Using the “threads” command in the karaf console, I see:

"openHAB-job-scheduler_QuartzSchedulerThread" Id=83 in TIMED_WAITING on lock=java.lang.Object@1d68a94
    at java.lang.Object.wait(Native Method)
    at org.quartz.simpl.SimpleThreadPool.blockForAvailableThreads(SimpleThreadPool.java:452)
    at org.quartz.core.QuartzSchedulerThread.run(QuartzSchedulerThread.java:263)

and the Scheduler Thread remains stuck in that status until I restart openHAB.

I tried these workarounds

increase openHAB thread pool size. Did not help. I have no indication that resource (threads) availability at ESH/OH side has any influence.
increase number of quartz worker threads: no solution, it just took some more time until the quartz scheduler locked up again
increase interval between executeCommandLine cron rules. Iniitially my cron rules were running every 5 seconds, with a 5 seconds timeout. I thought this could be the cause. Increasing the interval to 10 or 15s did not bring a solution.

I also learned how to predict system failure by observing the delay between the planned time and the actual execution time using

 log:set DEBUG org.quartz.core

It is hard to see whether the script-based cron rules that run often (every x seconds) are launched on time. But I have other cron rules that run every minute. These latter rules are just updating a couple of OH items, no scripts involved.

When all is fine, I typically see a delay of milliseconds between schedule and execution:

2018-06-29 13:37:20.005 [DEBUG] [org.quartz.core.JobRunShell         ] - Calling execute on job DEFAULT.thermostaatkraan.rules#countdownZithoekBar#20 0/1 * * * ?
2018-06-29 13:38:20.003 [DEBUG] [org.quartz.core.JobRunShell         ] - Calling execute on job DEFAULT.thermostaatkraan.rules#countdownZithoekBar#20 0/1 * * * ?
2018-06-29 13:39:20.003 [DEBUG] [org.quartz.core.JobRunShell         ] - Calling execute on job DEFAULT.thermostaatkraan.rules#countdownZithoekBar#20 0/1 * * * ?

If I wait a bit, I observe a delay of about 4 seconds

2018-06-29 13:46:24.423 [DEBUG] [org.quartz.core.JobRunShell         ] - Calling execute on job DEFAULT.thermostaatkraan.rules#countdownZithoekBar#20 0/1 * * * ?
2018-06-29 13:47:24.626 [DEBUG] [org.quartz.core.JobRunShell         ] - Calling execute on job DEFAULT.thermostaatkraan.rules#countdownZithoekBar#20 0/1 * * * ?
2018-06-29 13:48:24.905 [DEBUG] [org.quartz.core.JobRunShell         ] - Calling execute on job DEFAULT.thermostaatkraan.rules#countdownZithoekBar#20 0/1 * * * ?
2018-06-29 13:49:24.540 [DEBUG] [org.quartz.core.JobRunShell         ] - Calling execute on job DEFAULT.thermostaatkraan.rules#countdownZithoekBar#20 0/1 * * * ?

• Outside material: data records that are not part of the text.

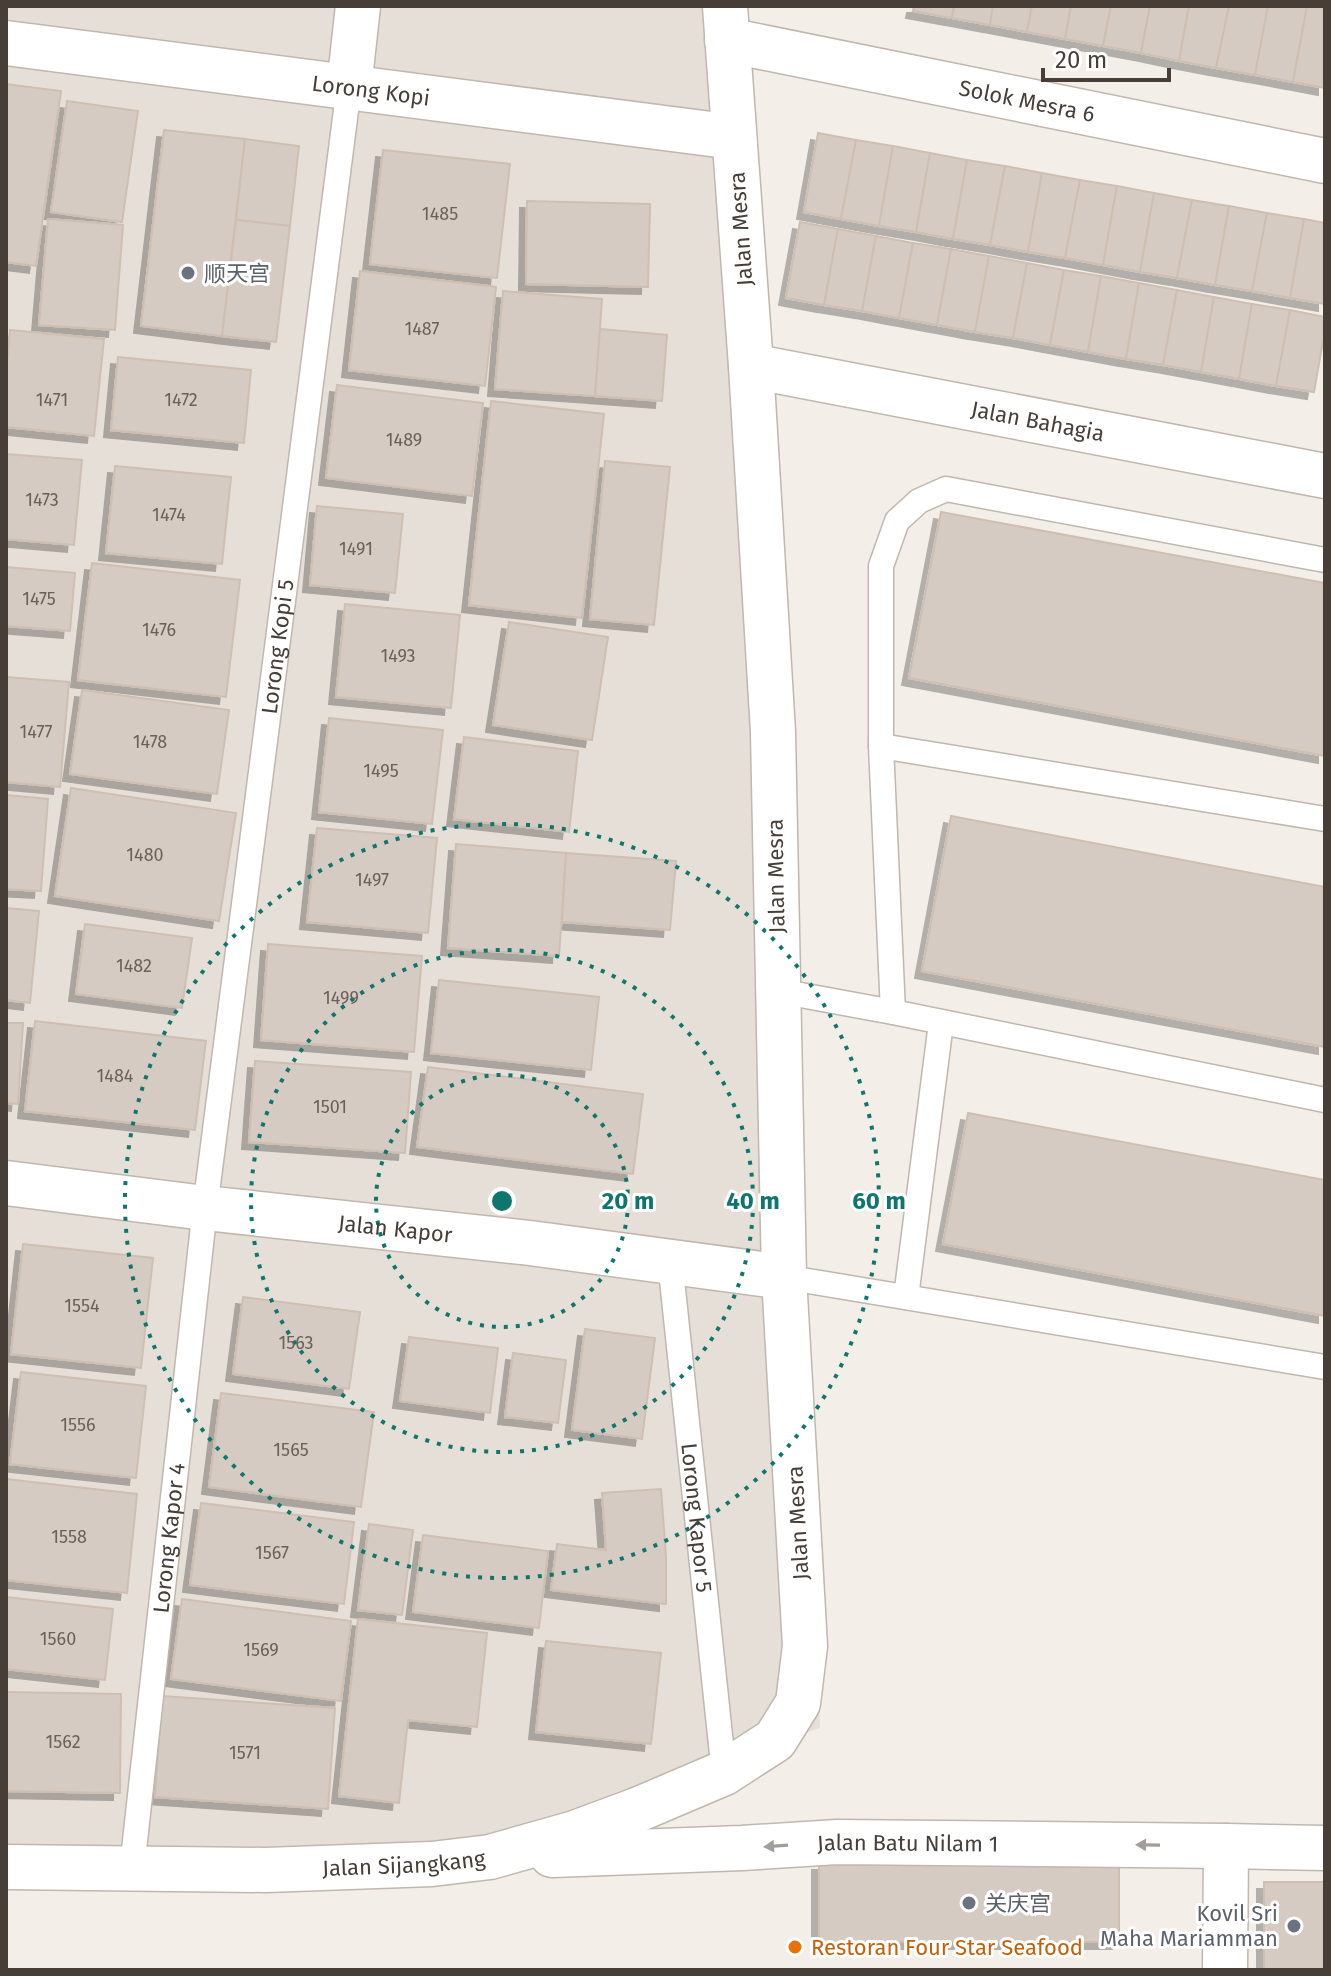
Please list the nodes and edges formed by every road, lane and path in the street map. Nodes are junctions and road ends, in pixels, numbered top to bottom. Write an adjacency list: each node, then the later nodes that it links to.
1 (358, 6): 4 (street)
2 (726, 23): 5 (street, Jalan Mesra); 6 (street, Solok Mesra 6)
3 (6, 43): 4 (street, Lorong Kopi)
4 (349, 87): 5 (street, Lorong Kopi); 17 (lane, Lorong Kopi 5)
5 (734, 137): 7 (street, Jalan Mesra)
6 (1325, 161)
7 (751, 366): 8 (street, Jalan Bahagia); 12 (street, Jalan Mesra)
8 (1325, 476)
9 (1325, 560): 10 (lane)
10 (881, 746): 11 (lane); 13 (lane)
11 (1325, 819)
12 (779, 991): 13 (lane); 19 (street, Jalan Mesra)
13 (893, 1012): 14 (lane)
14 (941, 1023): 15 (lane); 20 (lane)
15 (1325, 1100)
16 (6, 1183): 17 (street, Jalan Kapor)
17 (205, 1208): 18 (street, Jalan Kapor); 28 (lane, Lorong Kapor 4)
18 (670, 1261): 19 (street, Jalan Kapor); 23 (lane, Lorong Kapor 5)
19 (784, 1277): 20 (lane); 22 (street, Jalan Mesra)
20 (906, 1297): 21 (lane)
21 (1325, 1367)
22 (775, 1740): 23 (street, Jalan Sijangkang)
23 (724, 1773): 26 (street, Jalan Sijangkang)
24 (1226, 1846): 25 (street, Jalan Batu Nilam 1); 26 (street, Jalan Batu Nilam 1, one-way to 26); 29 (street)
25 (1325, 1848)
26 (490, 1857): 28 (street, Jalan Sijangkang)
27 (6, 1867): 28 (street, Jalan Sijangkang)
28 (132, 1868)
29 (1225, 1970)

increasing to more than 9 seconds somewhat later

2018-06-29 15:05:29.026 [DEBUG] [org.quartz.core.JobRunShell         ] - Calling execute on job DEFAULT.thermostaatkraan.rules#countdownZithoekBar#20 0/1 * * * ?
2018-06-29 15:06:29.757 [DEBUG] [org.quartz.core.JobRunShell         ] - Calling execute on job DEFAULT.thermostaatkraan.rules#countdownZithoekBar#20 0/1 * * * ?
2018-06-29 15:07:29.445 [DEBUG] [org.quartz.core.JobRunShell         ] - Calling execute on job DEFAULT.thermostaatkraan.rules#countdownZithoekBar#20 0/1 * * * ?

Plot:

When leaving out the timeout in the executeCommandLine() call, all cron tasks keep executing with less than 170msec delay versus planned, even after more than 72 hours.

This is what I observe. I have no real explanation/understanding.

In coming weeks, I will try to reproduce this problem on a clean install, on another Raspberry Pi. Until then, this phenomenon might be due to other fiddling I did on my system while experimenting in OH.